The African Development Bank (AfDB) has sounded the alarm on Zimbabwe’s informal sector, estimating that the country is losing between $7.5 billion and $8 billion in potential tax revenue every year. The bank is urging the government to formalize the informal economy or implement effective mechanisms to mobilize revenue from this vast, largely untaxed sector.
The informal sector constitutes around 90% of Zimbabwe’s business activity, employing approximately 56% of the national workforce and contributing about 30% to the country’s GDP. Micro, small, and medium enterprises (MSMEs) are the backbone of the informal sector, but they often face fierce competition from large formal firms and remain outside the tax net due to regulatory burdens and inefficiencies in government processes.
Cumbersome licensing, slow permit approvals, and red tape have been identified as key drivers pushing many entrepreneurs into informality. Dr.

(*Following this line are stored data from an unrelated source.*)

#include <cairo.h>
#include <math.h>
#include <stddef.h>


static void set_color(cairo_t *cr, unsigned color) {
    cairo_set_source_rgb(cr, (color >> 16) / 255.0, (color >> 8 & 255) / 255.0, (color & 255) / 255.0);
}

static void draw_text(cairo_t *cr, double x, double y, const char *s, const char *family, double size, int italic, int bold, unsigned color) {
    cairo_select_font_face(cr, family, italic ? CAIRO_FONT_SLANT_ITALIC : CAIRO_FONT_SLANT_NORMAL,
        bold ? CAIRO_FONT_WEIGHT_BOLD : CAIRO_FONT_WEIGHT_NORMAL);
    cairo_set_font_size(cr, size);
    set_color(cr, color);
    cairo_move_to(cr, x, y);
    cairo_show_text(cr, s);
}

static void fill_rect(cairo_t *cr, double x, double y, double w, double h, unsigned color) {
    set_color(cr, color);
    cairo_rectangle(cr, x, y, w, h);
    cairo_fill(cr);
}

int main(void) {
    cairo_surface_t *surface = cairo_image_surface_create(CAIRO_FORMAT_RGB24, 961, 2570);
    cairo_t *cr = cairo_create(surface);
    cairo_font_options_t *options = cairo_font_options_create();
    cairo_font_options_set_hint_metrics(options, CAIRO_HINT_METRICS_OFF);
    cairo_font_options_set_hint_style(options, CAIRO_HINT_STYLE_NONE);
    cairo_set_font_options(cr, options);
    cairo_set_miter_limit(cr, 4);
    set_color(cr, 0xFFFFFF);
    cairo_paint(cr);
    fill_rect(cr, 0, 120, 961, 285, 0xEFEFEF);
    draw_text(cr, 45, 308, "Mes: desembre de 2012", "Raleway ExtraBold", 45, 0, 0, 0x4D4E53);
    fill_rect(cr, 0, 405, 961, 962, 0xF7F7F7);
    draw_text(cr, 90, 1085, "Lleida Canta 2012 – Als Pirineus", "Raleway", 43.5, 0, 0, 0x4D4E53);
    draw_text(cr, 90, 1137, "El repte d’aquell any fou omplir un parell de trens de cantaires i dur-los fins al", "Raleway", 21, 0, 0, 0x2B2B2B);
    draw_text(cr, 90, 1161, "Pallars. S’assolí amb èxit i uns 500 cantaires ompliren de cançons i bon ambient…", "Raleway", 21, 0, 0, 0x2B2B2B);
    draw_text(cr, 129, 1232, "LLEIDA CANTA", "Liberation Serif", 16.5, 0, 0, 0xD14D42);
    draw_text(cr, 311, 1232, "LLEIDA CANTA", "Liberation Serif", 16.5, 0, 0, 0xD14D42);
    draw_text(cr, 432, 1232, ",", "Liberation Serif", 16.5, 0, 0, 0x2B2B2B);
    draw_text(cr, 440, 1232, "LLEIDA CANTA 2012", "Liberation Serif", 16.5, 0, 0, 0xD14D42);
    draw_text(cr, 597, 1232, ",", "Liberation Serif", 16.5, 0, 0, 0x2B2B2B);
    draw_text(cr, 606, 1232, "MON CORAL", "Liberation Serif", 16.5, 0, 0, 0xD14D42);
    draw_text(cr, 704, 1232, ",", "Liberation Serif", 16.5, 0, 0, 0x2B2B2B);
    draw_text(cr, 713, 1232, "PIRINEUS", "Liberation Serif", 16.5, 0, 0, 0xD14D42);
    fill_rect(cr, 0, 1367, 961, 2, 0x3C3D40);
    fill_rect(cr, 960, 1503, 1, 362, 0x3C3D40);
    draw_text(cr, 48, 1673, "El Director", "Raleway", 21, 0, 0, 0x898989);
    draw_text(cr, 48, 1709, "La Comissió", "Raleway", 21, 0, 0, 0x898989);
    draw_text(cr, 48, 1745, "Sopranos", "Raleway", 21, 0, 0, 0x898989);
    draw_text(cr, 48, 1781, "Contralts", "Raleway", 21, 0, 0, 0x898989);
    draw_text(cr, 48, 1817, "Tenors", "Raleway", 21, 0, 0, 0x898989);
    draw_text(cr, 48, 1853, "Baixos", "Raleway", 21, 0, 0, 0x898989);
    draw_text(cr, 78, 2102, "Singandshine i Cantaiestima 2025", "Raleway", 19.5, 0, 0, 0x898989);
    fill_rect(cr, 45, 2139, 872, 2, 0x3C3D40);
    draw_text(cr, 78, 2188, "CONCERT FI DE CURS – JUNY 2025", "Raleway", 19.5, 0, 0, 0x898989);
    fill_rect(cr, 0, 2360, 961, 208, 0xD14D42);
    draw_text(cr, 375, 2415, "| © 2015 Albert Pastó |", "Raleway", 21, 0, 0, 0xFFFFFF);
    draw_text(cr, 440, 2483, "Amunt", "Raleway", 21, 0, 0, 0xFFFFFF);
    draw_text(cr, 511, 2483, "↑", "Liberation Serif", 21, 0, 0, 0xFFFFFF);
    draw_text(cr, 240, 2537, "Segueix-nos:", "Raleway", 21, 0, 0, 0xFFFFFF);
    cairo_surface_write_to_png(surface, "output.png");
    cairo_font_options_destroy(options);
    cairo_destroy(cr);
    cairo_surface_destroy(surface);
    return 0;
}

Sehliselo Mpofu, Director of the Macroeconomic Management Programme at MEFMI, notes that many people view formalization as a threat, associating it with taxation and fees that could erase their small profits. Education is critical to shift perceptions and encourage formalization.
Despite the challenges, Zimbabwe has recorded gains in revenue mobilization. According to the AfDB, the country’s tax revenues increased to 17% of GDP in 2024, equivalent to $6.58 billion, up from 14.6% in 2023. Tax revenues are projected to rise further to 19.7% of GDP in 2025, supported by continued efforts to modernize tax administration and encourage compliance.
The AfDB and MEFMI are calling for decisive action to integrate the informal sector into the mainstream economy. Formalizing the informal sector could significantly bolster the country’s fiscal position and economic resilience. By addressing the barriers to formalization and implementing effective revenue mobilization mechanisms, Zimbabwe can unlock its full economic potential and reduce its dependence on external financing.